• **What the task asks**
If a line in the data below contains the word "辻原西町線", copy it out.

START Exercise material

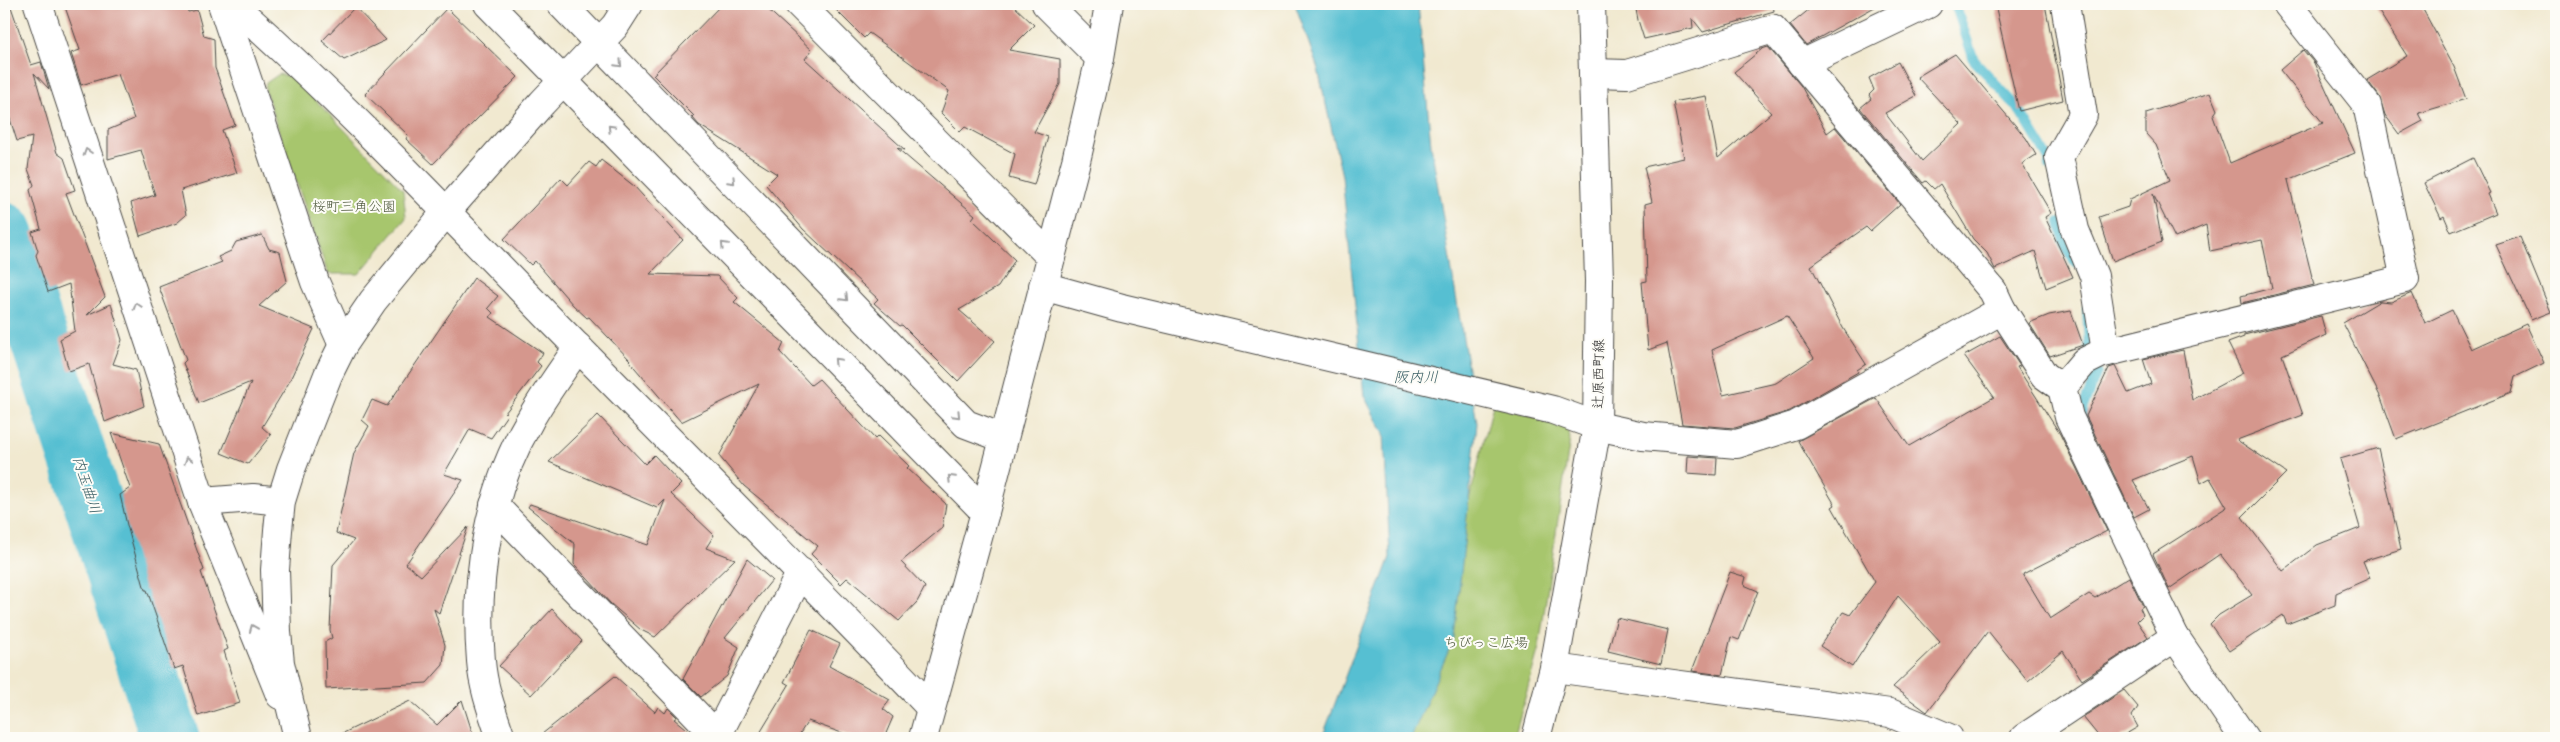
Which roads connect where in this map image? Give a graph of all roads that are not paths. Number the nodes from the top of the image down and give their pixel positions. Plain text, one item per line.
1 (38, 4) edge
2 (222, 4) edge
3 (232, 4) edge
4 (488, 4) edge
5 (561, 4) edge
6 (629, 4) edge
7 (799, 4) edge
8 (1046, 4) edge
9 (1109, 4) edge
10 (1592, 4) edge
11 (1928, 4) edge
12 (2065, 4) edge
13 (2287, 4) edge
14 (599, 43) junction
15 (1100, 58) junction
16 (1802, 64) junction
17 (1593, 73) junction
18 (563, 80) junction
19 (446, 212) junction
20 (1051, 258) junction
21 (1042, 286) junction
22 (2002, 310) junction
23 (343, 345) junction
24 (578, 347) junction
25 (2097, 356) junction
26 (2062, 388) junction
27 (1597, 426) junction
28 (1003, 438) junction
29 (281, 501) junction
30 (202, 502) junction
31 (494, 505) junction
32 (985, 512) junction
33 (801, 572) junction
34 (2175, 637) junction
35 (1554, 668) junction
36 (931, 708) junction
37 (716, 737) edge
38 (298, 738) edge
39 (501, 738) edge
40 (923, 738) edge
41 (1536, 738) edge
42 (1949, 738) edge
43 (2024, 738) edge
44 (2244, 738) edge

30 -> 1 street
2 - 23 street
3 - 19 street
4 - 18 street
5 - 14 street
6 - 14 street
7 - 20 street
8 - 15 street
9 - 15 street
10 - 17 street, 辻原西町線
11 - 16 street
12 - 25 street
13 - 25 street
14 - 18 street
14 -> 28 street
15 - 20 street
16 - 17 street
16 - 22 street
17 - 27 street, 辻原西町線
18 - 19 street
32 -> 18 street
19 - 23 street
19 - 24 street
20 - 21 street
21 - 27 street
21 - 28 street
22 - 26 street
22 - 27 street
23 - 29 street
24 - 31 street
24 - 33 street
25 - 26 street
26 - 34 street
27 - 35 street, 辻原西町線
28 - 32 street
29 - 30 street
29 - 38 street
38 -> 30 street
31 - 37 street
31 - 39 street
32 - 36 street
33 - 36 street
33 - 37 street
34 - 43 street
34 - 44 street
35 - 41 street, 辻原西町線
35 - 42 street
36 - 40 street

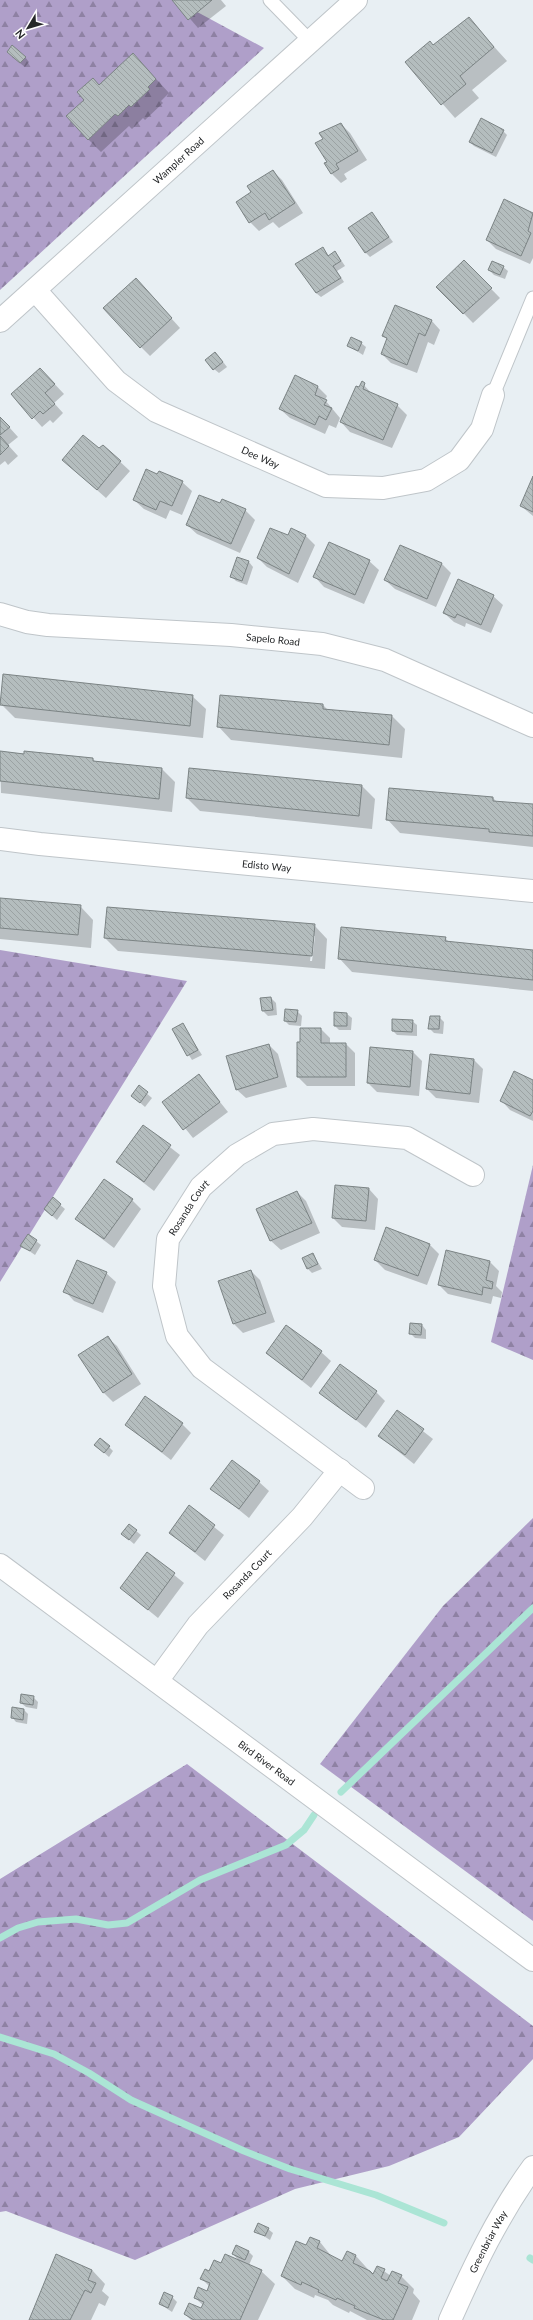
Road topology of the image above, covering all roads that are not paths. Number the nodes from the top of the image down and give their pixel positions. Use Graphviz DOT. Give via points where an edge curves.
graph roads {
  1 [pos="270,0"];
  2 [pos="356,0"];
  3 [pos="310,41"];
  4 [pos="35,290"];
  5 [pos="533,298"];
  6 [pos="0,321"];
  7 [pos="493,394"];
  8 [pos="0,614"];
  9 [pos="533,726"];
  10 [pos="0,839"];
  11 [pos="533,891"];
  12 [pos="473,1175"];
  13 [pos="340,1470"];
  14 [pos="363,1488"];
  15 [pos="0,1565"];
  16 [pos="157,1681"];
  17 [pos="533,1960"];
  18 [pos="533,2167"];
  19 [pos="450,2320"];
  1 -- 3 [label="lane"];
  2 -- 3 [label="street, Wampler Road"];
  3 -- 4 [label="street, Wampler Road"];
  4 -- 6 [label="street, Wampler Road"];
  4 -- 7 [label="street, Dee Way" via="116,380 156,412 326,486 382,488 426,480 459,460 482,429"];
  5 -- 7 [label="lane"];
  8 -- 9 [label="street, Sapelo Road" via="48,625 231,635 322,644 385,660"];
  10 -- 11 [label="street, Edisto Way"];
  12 -- 13 [label="street, Rosanda Court" via="407,1138 313,1129 273,1134 237,1155 201,1187 168,1239 164,1286 177,1336 202,1368"];
  13 -- 14 [label="street, Rosanda Court"];
  13 -- 16 [label="street, Rosanda Court" via="302,1517 198,1625"];
  15 -- 16 [label="street, Bird River Road"];
  16 -- 17 [label="street, Bird River Road"];
  18 -- 19 [label="street, Greenbriar Way" via="512,2196 480,2253"];
}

END Exercise material

• **Problem solution**
10 - 17 street, 辻原西町線
17 - 27 street, 辻原西町線
27 - 35 street, 辻原西町線
35 - 41 street, 辻原西町線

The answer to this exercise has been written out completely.